TASK PROMPT
Line by line, return the listing exactly, without any of the images.

THE DATA

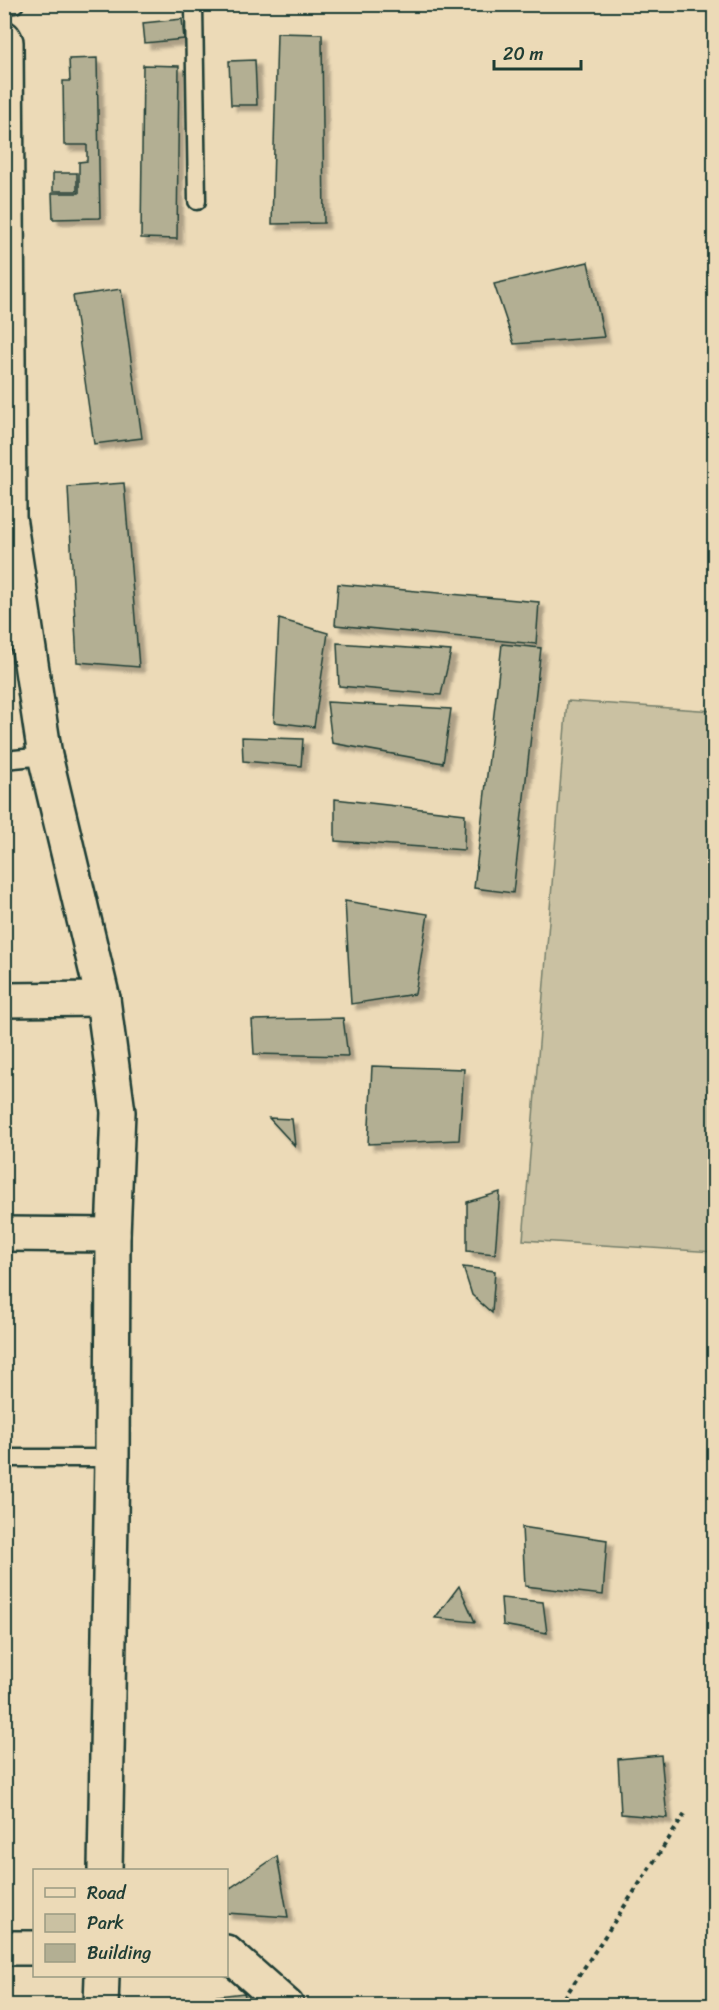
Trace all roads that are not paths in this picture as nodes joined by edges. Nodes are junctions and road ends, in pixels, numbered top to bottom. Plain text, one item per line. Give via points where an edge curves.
1 (15, 4) edge
2 (192, 4) edge
3 (4, 6) edge
4 (4, 38) edge
5 (197, 201) dead end
6 (5, 248) edge
7 (45, 756) junction
8 (4, 760) edge
9 (103, 999) junction
10 (4, 1000) edge
11 (4, 1234) edge
12 (113, 1235) junction
13 (4, 1458) edge
14 (112, 1458) junction
15 (105, 1869) edge
16 (4, 1948) edge
17 (33, 1948) edge
18 (228, 1954) edge
19 (102, 1977) edge
20 (101, 2006) edge
21 (287, 2006) edge

1 - 3 lane
2 - 5 lane
4 - 6 street
6 - 7 street via 9,517
7 - 8 lane
7 - 9 street
9 - 10 street
9 - 12 street via 118,1112
11 - 12 street
12 - 14 street
13 - 14 lane
14 - 15 street
16 - 17 street
18 - 21 street
19 - 20 street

RESPONSE FOR THIS EXERCISE
Trace all roads that are not paths in this picture as nodes joined by edges. Nodes are junctions and road ends, in pixels, numbered top to bottom. Plain text, one item per line. Give via points where an edge curves.
1 (15, 4) edge
2 (192, 4) edge
3 (4, 6) edge
4 (4, 38) edge
5 (197, 201) dead end
6 (5, 248) edge
7 (45, 756) junction
8 (4, 760) edge
9 (103, 999) junction
10 (4, 1000) edge
11 (4, 1234) edge
12 (113, 1235) junction
13 (4, 1458) edge
14 (112, 1458) junction
15 (105, 1869) edge
16 (4, 1948) edge
17 (33, 1948) edge
18 (228, 1954) edge
19 (102, 1977) edge
20 (101, 2006) edge
21 (287, 2006) edge

1 - 3 lane
2 - 5 lane
4 - 6 street
6 - 7 street via 9,517
7 - 8 lane
7 - 9 street
9 - 10 street
9 - 12 street via 118,1112
11 - 12 street
12 - 14 street
13 - 14 lane
14 - 15 street
16 - 17 street
18 - 21 street
19 - 20 street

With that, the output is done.